■ Assigned task
Copy the complete listing exactly as shown.

*** Opening Supplied data ***

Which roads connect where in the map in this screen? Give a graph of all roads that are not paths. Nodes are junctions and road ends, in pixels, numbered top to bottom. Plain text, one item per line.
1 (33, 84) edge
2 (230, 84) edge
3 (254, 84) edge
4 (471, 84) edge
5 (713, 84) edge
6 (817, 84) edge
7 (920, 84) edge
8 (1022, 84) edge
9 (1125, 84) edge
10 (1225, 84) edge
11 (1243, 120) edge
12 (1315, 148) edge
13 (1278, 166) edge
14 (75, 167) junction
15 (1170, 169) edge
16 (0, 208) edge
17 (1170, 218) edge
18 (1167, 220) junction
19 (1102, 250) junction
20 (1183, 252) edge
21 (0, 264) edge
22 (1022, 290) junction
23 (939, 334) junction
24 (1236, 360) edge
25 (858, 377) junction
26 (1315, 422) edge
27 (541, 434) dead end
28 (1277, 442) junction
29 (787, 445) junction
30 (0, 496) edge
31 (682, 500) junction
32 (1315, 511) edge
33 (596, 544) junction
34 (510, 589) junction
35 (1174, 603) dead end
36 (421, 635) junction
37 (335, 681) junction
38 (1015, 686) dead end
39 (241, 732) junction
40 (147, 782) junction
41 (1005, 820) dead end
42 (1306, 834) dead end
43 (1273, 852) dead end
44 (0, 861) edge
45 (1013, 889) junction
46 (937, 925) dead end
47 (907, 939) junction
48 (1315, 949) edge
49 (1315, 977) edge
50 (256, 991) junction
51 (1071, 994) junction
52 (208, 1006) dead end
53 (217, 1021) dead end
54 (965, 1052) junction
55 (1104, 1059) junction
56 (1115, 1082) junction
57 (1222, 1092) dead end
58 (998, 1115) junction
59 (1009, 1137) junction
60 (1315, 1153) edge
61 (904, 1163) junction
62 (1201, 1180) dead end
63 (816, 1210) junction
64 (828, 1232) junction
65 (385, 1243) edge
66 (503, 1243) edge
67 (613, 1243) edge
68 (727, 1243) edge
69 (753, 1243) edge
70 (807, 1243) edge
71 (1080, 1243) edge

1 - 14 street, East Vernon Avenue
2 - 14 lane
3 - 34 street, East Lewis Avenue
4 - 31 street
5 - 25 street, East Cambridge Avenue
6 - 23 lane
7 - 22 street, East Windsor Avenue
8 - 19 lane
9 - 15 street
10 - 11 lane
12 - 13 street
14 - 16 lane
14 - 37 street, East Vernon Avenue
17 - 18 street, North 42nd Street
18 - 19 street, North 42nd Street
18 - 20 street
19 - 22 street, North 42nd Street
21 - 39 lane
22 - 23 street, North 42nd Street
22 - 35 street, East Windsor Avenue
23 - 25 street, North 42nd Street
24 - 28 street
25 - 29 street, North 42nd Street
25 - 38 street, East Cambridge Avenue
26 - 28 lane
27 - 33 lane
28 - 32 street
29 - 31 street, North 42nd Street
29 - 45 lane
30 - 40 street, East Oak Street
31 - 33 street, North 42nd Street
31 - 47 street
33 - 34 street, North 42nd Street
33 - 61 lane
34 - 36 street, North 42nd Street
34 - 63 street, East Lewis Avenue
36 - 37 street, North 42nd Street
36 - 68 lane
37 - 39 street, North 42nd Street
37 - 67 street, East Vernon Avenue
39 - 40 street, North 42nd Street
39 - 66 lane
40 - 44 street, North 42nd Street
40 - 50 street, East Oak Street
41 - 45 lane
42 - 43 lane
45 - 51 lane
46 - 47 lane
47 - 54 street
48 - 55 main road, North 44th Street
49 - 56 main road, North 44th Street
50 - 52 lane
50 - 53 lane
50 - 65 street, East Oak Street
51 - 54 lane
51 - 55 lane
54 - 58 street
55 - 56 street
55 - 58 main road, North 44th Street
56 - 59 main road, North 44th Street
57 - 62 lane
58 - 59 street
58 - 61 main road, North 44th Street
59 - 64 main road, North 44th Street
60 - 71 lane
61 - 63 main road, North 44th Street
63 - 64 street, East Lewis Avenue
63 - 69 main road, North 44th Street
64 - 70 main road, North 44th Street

*** Closing Supplied data ***

■ Finished exercise
Which roads connect where in the map in this screen? Give a graph of all roads that are not paths. Nodes are junctions and road ends, in pixels, numbered top to bottom. Plain text, one item per line.
1 (33, 84) edge
2 (230, 84) edge
3 (254, 84) edge
4 (471, 84) edge
5 (713, 84) edge
6 (817, 84) edge
7 (920, 84) edge
8 (1022, 84) edge
9 (1125, 84) edge
10 (1225, 84) edge
11 (1243, 120) edge
12 (1315, 148) edge
13 (1278, 166) edge
14 (75, 167) junction
15 (1170, 169) edge
16 (0, 208) edge
17 (1170, 218) edge
18 (1167, 220) junction
19 (1102, 250) junction
20 (1183, 252) edge
21 (0, 264) edge
22 (1022, 290) junction
23 (939, 334) junction
24 (1236, 360) edge
25 (858, 377) junction
26 (1315, 422) edge
27 (541, 434) dead end
28 (1277, 442) junction
29 (787, 445) junction
30 (0, 496) edge
31 (682, 500) junction
32 (1315, 511) edge
33 (596, 544) junction
34 (510, 589) junction
35 (1174, 603) dead end
36 (421, 635) junction
37 (335, 681) junction
38 (1015, 686) dead end
39 (241, 732) junction
40 (147, 782) junction
41 (1005, 820) dead end
42 (1306, 834) dead end
43 (1273, 852) dead end
44 (0, 861) edge
45 (1013, 889) junction
46 (937, 925) dead end
47 (907, 939) junction
48 (1315, 949) edge
49 (1315, 977) edge
50 (256, 991) junction
51 (1071, 994) junction
52 (208, 1006) dead end
53 (217, 1021) dead end
54 (965, 1052) junction
55 (1104, 1059) junction
56 (1115, 1082) junction
57 (1222, 1092) dead end
58 (998, 1115) junction
59 (1009, 1137) junction
60 (1315, 1153) edge
61 (904, 1163) junction
62 (1201, 1180) dead end
63 (816, 1210) junction
64 (828, 1232) junction
65 (385, 1243) edge
66 (503, 1243) edge
67 (613, 1243) edge
68 (727, 1243) edge
69 (753, 1243) edge
70 (807, 1243) edge
71 (1080, 1243) edge

1 - 14 street, East Vernon Avenue
2 - 14 lane
3 - 34 street, East Lewis Avenue
4 - 31 street
5 - 25 street, East Cambridge Avenue
6 - 23 lane
7 - 22 street, East Windsor Avenue
8 - 19 lane
9 - 15 street
10 - 11 lane
12 - 13 street
14 - 16 lane
14 - 37 street, East Vernon Avenue
17 - 18 street, North 42nd Street
18 - 19 street, North 42nd Street
18 - 20 street
19 - 22 street, North 42nd Street
21 - 39 lane
22 - 23 street, North 42nd Street
22 - 35 street, East Windsor Avenue
23 - 25 street, North 42nd Street
24 - 28 street
25 - 29 street, North 42nd Street
25 - 38 street, East Cambridge Avenue
26 - 28 lane
27 - 33 lane
28 - 32 street
29 - 31 street, North 42nd Street
29 - 45 lane
30 - 40 street, East Oak Street
31 - 33 street, North 42nd Street
31 - 47 street
33 - 34 street, North 42nd Street
33 - 61 lane
34 - 36 street, North 42nd Street
34 - 63 street, East Lewis Avenue
36 - 37 street, North 42nd Street
36 - 68 lane
37 - 39 street, North 42nd Street
37 - 67 street, East Vernon Avenue
39 - 40 street, North 42nd Street
39 - 66 lane
40 - 44 street, North 42nd Street
40 - 50 street, East Oak Street
41 - 45 lane
42 - 43 lane
45 - 51 lane
46 - 47 lane
47 - 54 street
48 - 55 main road, North 44th Street
49 - 56 main road, North 44th Street
50 - 52 lane
50 - 53 lane
50 - 65 street, East Oak Street
51 - 54 lane
51 - 55 lane
54 - 58 street
55 - 56 street
55 - 58 main road, North 44th Street
56 - 59 main road, North 44th Street
57 - 62 lane
58 - 59 street
58 - 61 main road, North 44th Street
59 - 64 main road, North 44th Street
60 - 71 lane
61 - 63 main road, North 44th Street
63 - 64 street, East Lewis Avenue
63 - 69 main road, North 44th Street
64 - 70 main road, North 44th Street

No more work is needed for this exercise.